Hyper-cross-linked polymer supported rhodium: an effective catalyst for hydrogen evolution from ammonia borane

Abstract

Metal nanoparticles (NPs) have wide applications in hydrogen evolution from ammonia-borane (AB) hydrolysis because they can provide large surface active areas for reactants, and thus produce high catalytic activity. Here, a hyper-cross-linked polymer (HCP-PPh₃), which was synthesized through the Friedel–Crafts reaction of benzene and triphenylphosphine, was employed as a support to stabilize Rh NPs. The characterization results revealed that the Rh NPs were uniformly dispersed on the surface of HCP-PPh₃, and that they had an average particle size of 2.1 nm. The as-prepared HCP-PPh₃-Rh was used as an active catalyst for hydrogen generation from AB hydrolysis.
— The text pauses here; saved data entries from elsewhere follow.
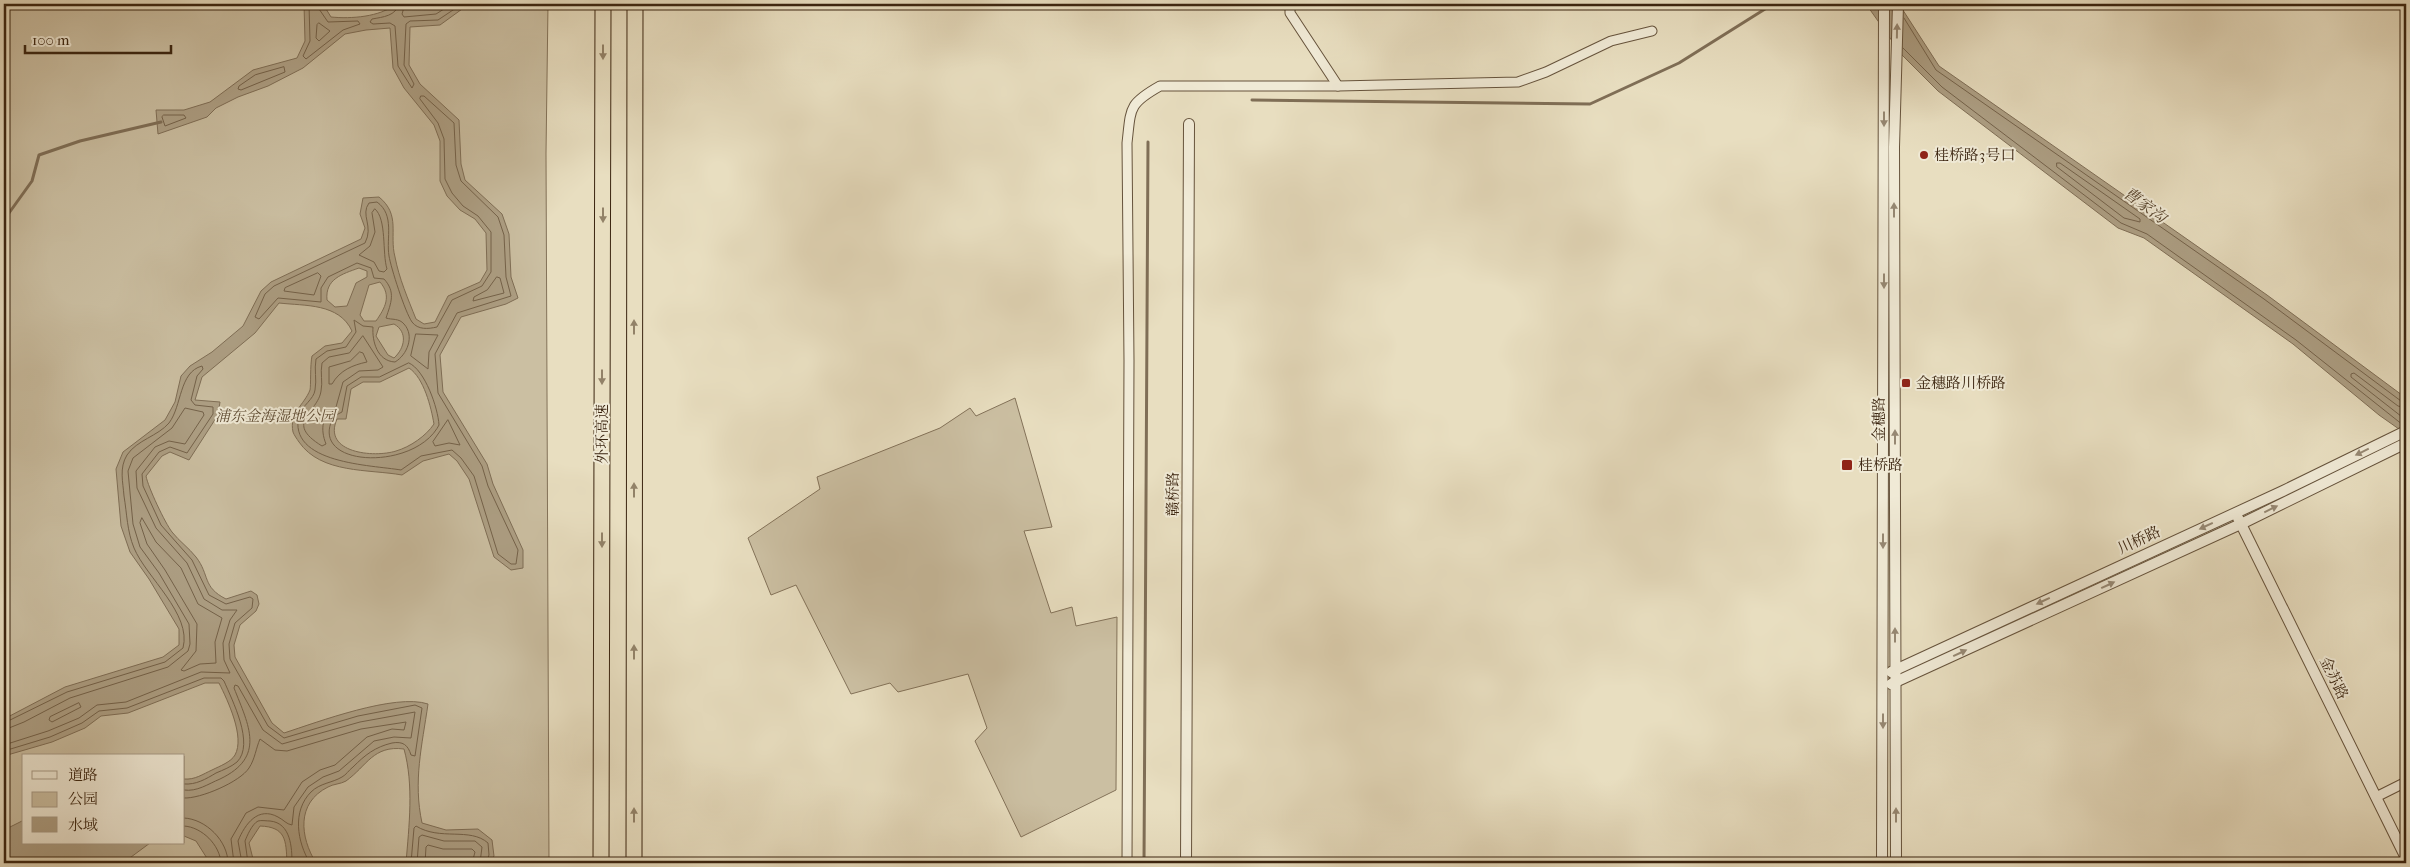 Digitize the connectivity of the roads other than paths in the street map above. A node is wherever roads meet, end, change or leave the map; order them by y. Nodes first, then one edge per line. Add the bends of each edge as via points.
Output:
1 (603, 4) edge
2 (635, 4) edge
3 (1290, 4) edge
4 (1884, 4) edge
5 (1898, 4) edge
6 (1652, 30) dead end
7 (1338, 86) junction
8 (1884, 93) junction
9 (1896, 93) junction
10 (1189, 124) dead end
11 (2406, 430) edge
12 (2406, 443) edge
13 (2235, 513) junction
14 (2240, 524) junction
15 (1896, 670) junction
16 (1883, 675) junction
17 (1896, 682) junction
18 (1883, 687) junction
19 (2406, 782) edge
20 (2376, 797) junction
21 (2406, 858) edge
22 (602, 863) edge
23 (634, 863) edge
24 (1128, 863) edge
25 (1186, 863) edge
26 (1882, 863) edge
27 (1896, 863) edge

1 -> 22 highway, 外环高速
23 -> 2 highway
3 - 7 street via 1290,13
4 - 8 street, 金穗路
9 -> 5 street, 金穗路
6 - 7 street via 1611,41 1518,82
7 - 24 street via 1160,86 1139,98 1130,113 1127,143
8 - 9 street
8 -> 16 street, 金穗路
15 -> 9 street, 金穗路
10 - 25 street, 赣桥路
11 -> 13 street, 川桥路
14 -> 12 street, 川桥路
13 - 14 street, 金苏路
13 -> 15 street, 川桥路
17 -> 14 street, 川桥路
14 - 20 street, 金苏路
15 - 16 street, 川桥路
15 - 17 street, 金穗路
16 - 18 street, 金穗路
17 - 18 street, 川桥路
27 -> 17 street, 金穗路
18 -> 26 street, 金穗路
19 - 20 street
20 - 21 street, 金苏路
This catalyst exhibited a high turnover frequency of 481 mol H₂ (mol_Rh min)⁻¹ for AB hydrolysis under mild conditions. The high catalytic performance of HCP-PPh₃-Rh can be attributed to the small size of Rh NPs and the strong interaction between the metal and HCP-PPh₃. This work highlights a potentially powerful strategy for preparing highly active HCP stabilized metal NPs for AB hydrolysis to generate hydrogen.